Saved data entries:
──────────────────────────────
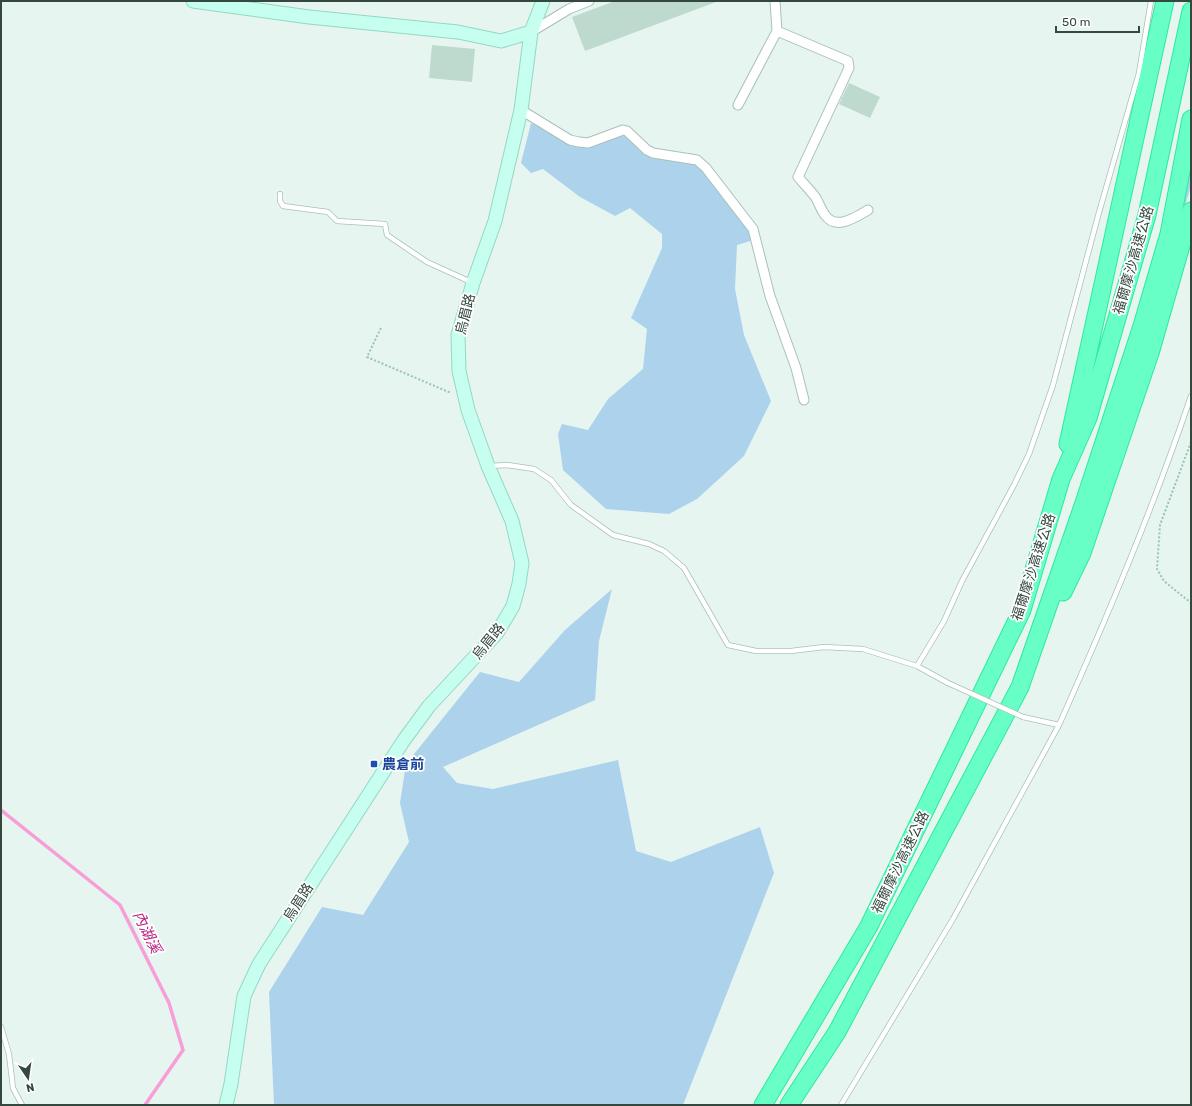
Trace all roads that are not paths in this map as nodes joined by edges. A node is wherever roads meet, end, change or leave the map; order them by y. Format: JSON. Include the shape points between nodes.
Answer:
{"nodes":[{"id":1,"x":193,"y":1,"type":"edge"},
{"id":2,"x":543,"y":1,"type":"edge"},
{"id":3,"x":589,"y":1,"type":"edge"},
{"id":4,"x":775,"y":1,"type":"edge"},
{"id":5,"x":1151,"y":1,"type":"edge"},
{"id":6,"x":1165,"y":1,"type":"edge"},
{"id":7,"x":1191,"y":11,"type":"edge"},
{"id":8,"x":531,"y":32,"type":"junction"},
{"id":9,"x":777,"y":32,"type":"junction"},
{"id":10,"x":738,"y":105,"type":"dead end"},
{"id":11,"x":521,"y":110,"type":"junction"},
{"id":12,"x":1191,"y":119,"type":"edge"},
{"id":13,"x":280,"y":194,"type":"dead end"},
{"id":14,"x":868,"y":210,"type":"dead end"},
{"id":15,"x":1191,"y":211,"type":"edge"},
{"id":16,"x":473,"y":283,"type":"junction"},
{"id":17,"x":1191,"y":396,"type":"edge"},
{"id":18,"x":804,"y":400,"type":"dead end"},
{"id":19,"x":488,"y":466,"type":"junction"},
{"id":20,"x":1061,"y":479,"type":"junction"},
{"id":21,"x":917,"y":666,"type":"junction"},
{"id":22,"x":1020,"y":687,"type":"junction"},
{"id":23,"x":1059,"y":725,"type":"junction"},
{"id":24,"x":1,"y":1027,"type":"edge"},
{"id":25,"x":22,"y":1105,"type":"edge"},
{"id":26,"x":226,"y":1105,"type":"edge"},
{"id":27,"x":763,"y":1105,"type":"edge"},
{"id":28,"x":789,"y":1105,"type":"edge"},
{"id":29,"x":841,"y":1105,"type":"edge"}],
"edges":[{"from":1,"to":8,"type":"main road","via":[[309,17],[458,32],[502,41]]},
{"from":2,"to":8,"type":"main road","name":"烏眉路"},
{"from":3,"to":8,"type":"street","via":[[569,9]]},
{"from":4,"to":9,"type":"street"},
{"from":5,"to":21,"type":"lane","via":[[1138,73],[1053,385],[1029,454],[962,581],[944,621]]},
{"from":6,"to":20,"type":"highway"},
{"from":7,"to":20,"type":"highway","name":"福爾摩沙高速公路","via":[[1145,222],[1088,418]]},
{"from":8,"to":11,"type":"main road","name":"烏眉路"},
{"from":9,"to":10,"type":"street"},
{"from":9,"to":14,"type":"street","via":[[848,61],[849,68],[798,177],[832,222],[853,219]]},
{"from":11,"to":16,"type":"main road","name":"烏眉路","via":[[495,221]]},
{"from":11,"to":18,"type":"street","via":[[570,140],[588,143],[623,130],[653,153],[690,158],[706,168],[753,229],[770,296],[796,368]]},
{"from":12,"to":22,"type":"highway","name":"福爾摩沙高速公路","via":[[1169,234],[1142,326]]},
{"from":13,"to":16,"type":"lane","via":[[283,206],[328,212],[337,221],[385,224],[387,234],[427,262]]},
{"from":15,"to":22,"type":"highway","via":[[1150,353],[1082,552]]},
{"from":16,"to":19,"type":"main road","name":"烏眉路","via":[[458,335],[459,371]]},
{"from":17,"to":23,"type":"lane","via":[[1120,587]]},
{"from":19,"to":21,"type":"lane","via":[[507,465],[534,469],[551,480],[571,505],[613,535],[649,544],[664,551],[684,568],[728,645],[756,651],[792,651],[824,647],[863,649]]},
{"from":19,"to":26,"type":"main road","name":"烏眉路","via":[[512,521],[522,563],[513,606],[497,633],[429,706],[404,740],[259,964],[244,996]]},
{"from":20,"to":27,"type":"highway","name":"福爾摩沙高速公路","via":[[1022,610],[869,926]]},
{"from":21,"to":23,"type":"lane","bridge":true,"via":[[1023,717]]},
{"from":22,"to":28,"type":"highway","name":"福爾摩沙高速公路","via":[[837,1032]]},
{"from":23,"to":29,"type":"lane","via":[[953,919]]},
{"from":24,"to":25,"type":"lane","via":[[9,1054],[13,1088]]}]}
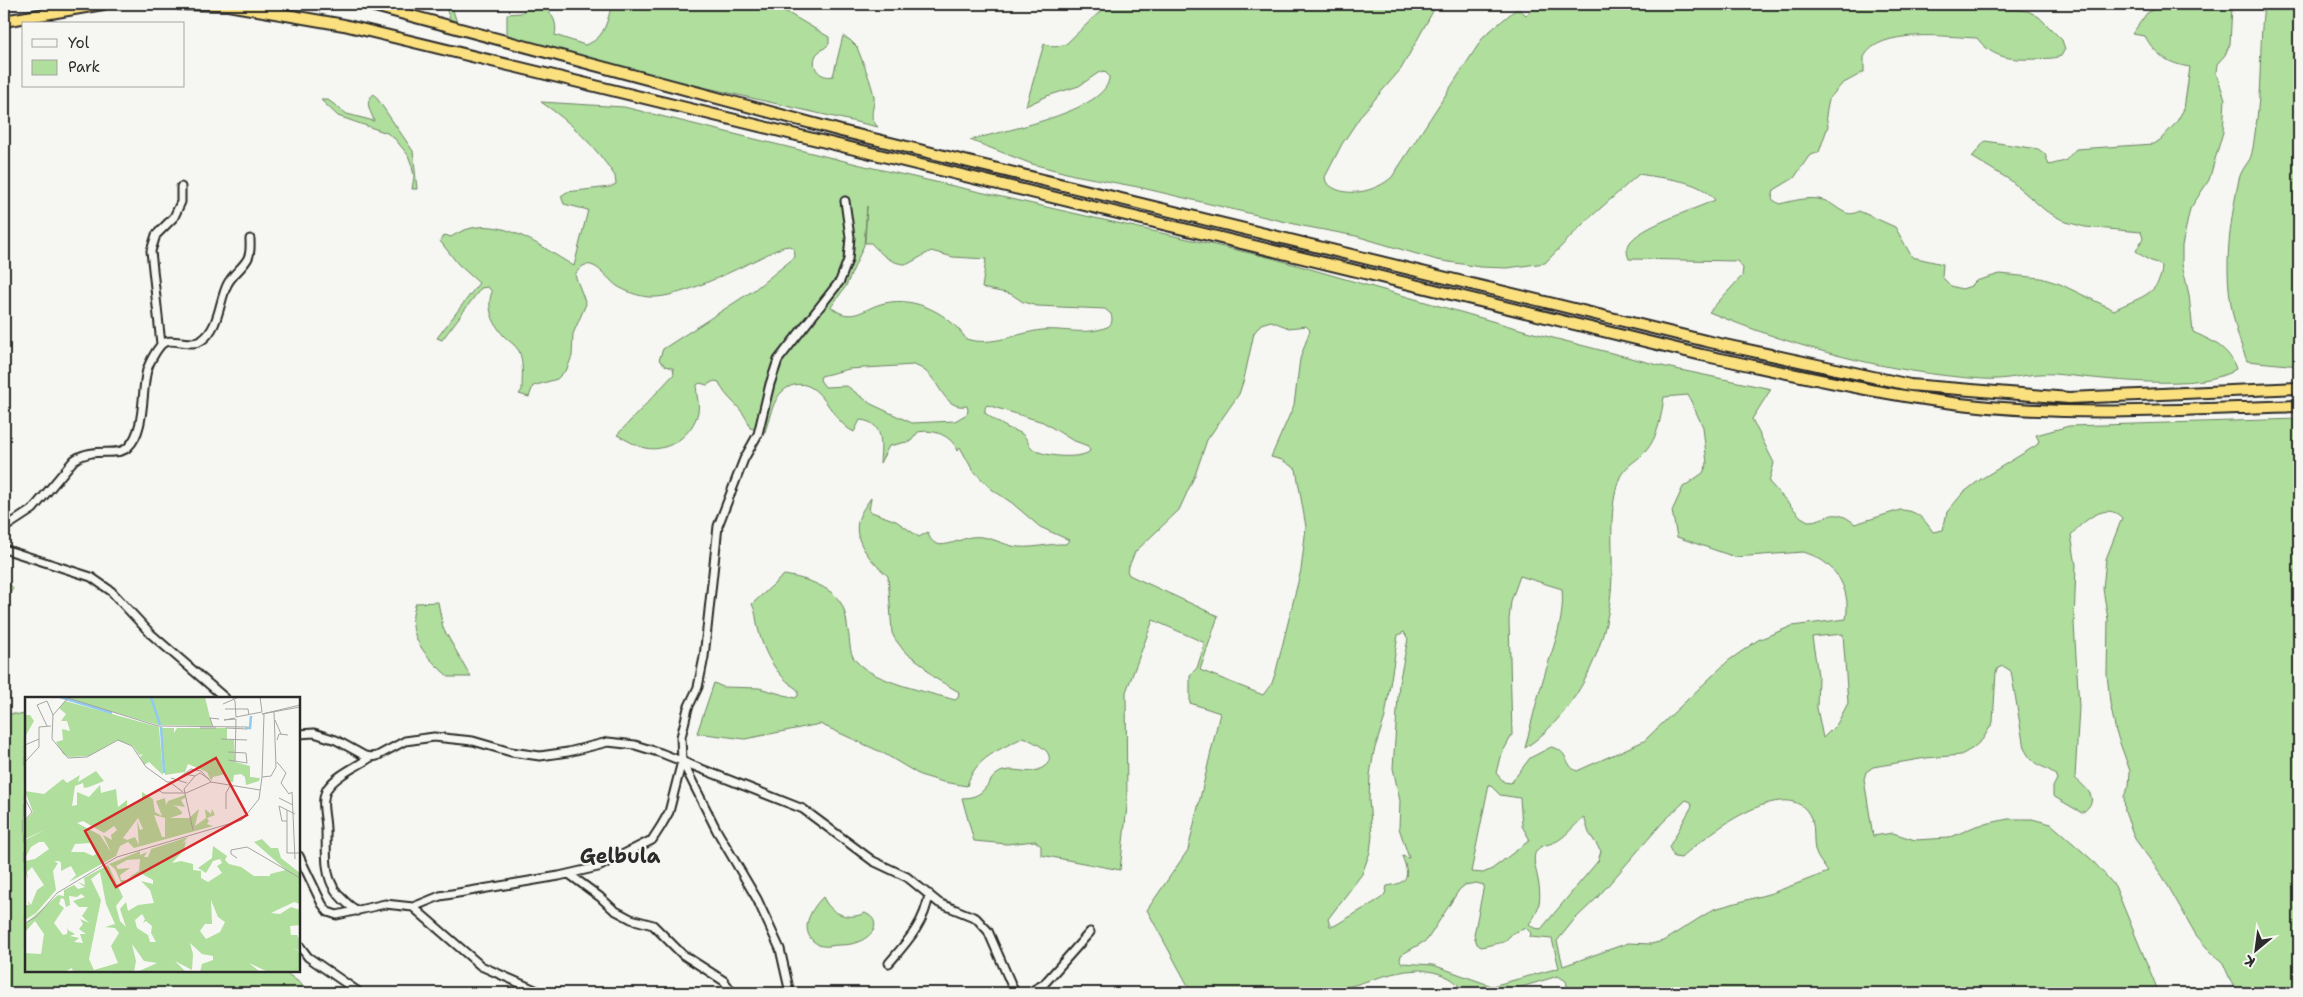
──────────────────────────────
What you have to do:
Could you repeat the data exactly, omitting its pictures?

Exercise response:
Trace all roads that are not paths in this map as nodes joined by edges. A node is wherever roads meet, end, change or leave the map; order them by y. Format: JSON. Include the shape points between nodes.
Answer:
{"nodes":[{"id":1,"x":193,"y":1,"type":"edge"},
{"id":2,"x":543,"y":1,"type":"edge"},
{"id":3,"x":589,"y":1,"type":"edge"},
{"id":4,"x":775,"y":1,"type":"edge"},
{"id":5,"x":1151,"y":1,"type":"edge"},
{"id":6,"x":1165,"y":1,"type":"edge"},
{"id":7,"x":1191,"y":11,"type":"edge"},
{"id":8,"x":531,"y":32,"type":"junction"},
{"id":9,"x":777,"y":32,"type":"junction"},
{"id":10,"x":738,"y":105,"type":"dead end"},
{"id":11,"x":521,"y":110,"type":"junction"},
{"id":12,"x":1191,"y":119,"type":"edge"},
{"id":13,"x":280,"y":194,"type":"dead end"},
{"id":14,"x":868,"y":210,"type":"dead end"},
{"id":15,"x":1191,"y":211,"type":"edge"},
{"id":16,"x":473,"y":283,"type":"junction"},
{"id":17,"x":1191,"y":396,"type":"edge"},
{"id":18,"x":804,"y":400,"type":"dead end"},
{"id":19,"x":488,"y":466,"type":"junction"},
{"id":20,"x":1061,"y":479,"type":"junction"},
{"id":21,"x":917,"y":666,"type":"junction"},
{"id":22,"x":1020,"y":687,"type":"junction"},
{"id":23,"x":1059,"y":725,"type":"junction"},
{"id":24,"x":1,"y":1027,"type":"edge"},
{"id":25,"x":22,"y":1105,"type":"edge"},
{"id":26,"x":226,"y":1105,"type":"edge"},
{"id":27,"x":763,"y":1105,"type":"edge"},
{"id":28,"x":789,"y":1105,"type":"edge"},
{"id":29,"x":841,"y":1105,"type":"edge"}],
"edges":[{"from":1,"to":8,"type":"main road","via":[[309,17],[458,32],[502,41]]},
{"from":2,"to":8,"type":"main road","name":"烏眉路"},
{"from":3,"to":8,"type":"street","via":[[569,9]]},
{"from":4,"to":9,"type":"street"},
{"from":5,"to":21,"type":"lane","via":[[1138,73],[1053,385],[1029,454],[962,581],[944,621]]},
{"from":6,"to":20,"type":"highway"},
{"from":7,"to":20,"type":"highway","name":"福爾摩沙高速公路","via":[[1145,222],[1088,418]]},
{"from":8,"to":11,"type":"main road","name":"烏眉路"},
{"from":9,"to":10,"type":"street"},
{"from":9,"to":14,"type":"street","via":[[848,61],[849,68],[798,177],[832,222],[853,219]]},
{"from":11,"to":16,"type":"main road","name":"烏眉路","via":[[495,221]]},
{"from":11,"to":18,"type":"street","via":[[570,140],[588,143],[623,130],[653,153],[690,158],[706,168],[753,229],[770,296],[796,368]]},
{"from":12,"to":22,"type":"highway","name":"福爾摩沙高速公路","via":[[1169,234],[1142,326]]},
{"from":13,"to":16,"type":"lane","via":[[283,206],[328,212],[337,221],[385,224],[387,234],[427,262]]},
{"from":15,"to":22,"type":"highway","via":[[1150,353],[1082,552]]},
{"from":16,"to":19,"type":"main road","name":"烏眉路","via":[[458,335],[459,371]]},
{"from":17,"to":23,"type":"lane","via":[[1120,587]]},
{"from":19,"to":21,"type":"lane","via":[[507,465],[534,469],[551,480],[571,505],[613,535],[649,544],[664,551],[684,568],[728,645],[756,651],[792,651],[824,647],[863,649]]},
{"from":19,"to":26,"type":"main road","name":"烏眉路","via":[[512,521],[522,563],[513,606],[497,633],[429,706],[404,740],[259,964],[244,996]]},
{"from":20,"to":27,"type":"highway","name":"福爾摩沙高速公路","via":[[1022,610],[869,926]]},
{"from":21,"to":23,"type":"lane","bridge":true,"via":[[1023,717]]},
{"from":22,"to":28,"type":"highway","name":"福爾摩沙高速公路","via":[[837,1032]]},
{"from":23,"to":29,"type":"lane","via":[[953,919]]},
{"from":24,"to":25,"type":"lane","via":[[9,1054],[13,1088]]}]}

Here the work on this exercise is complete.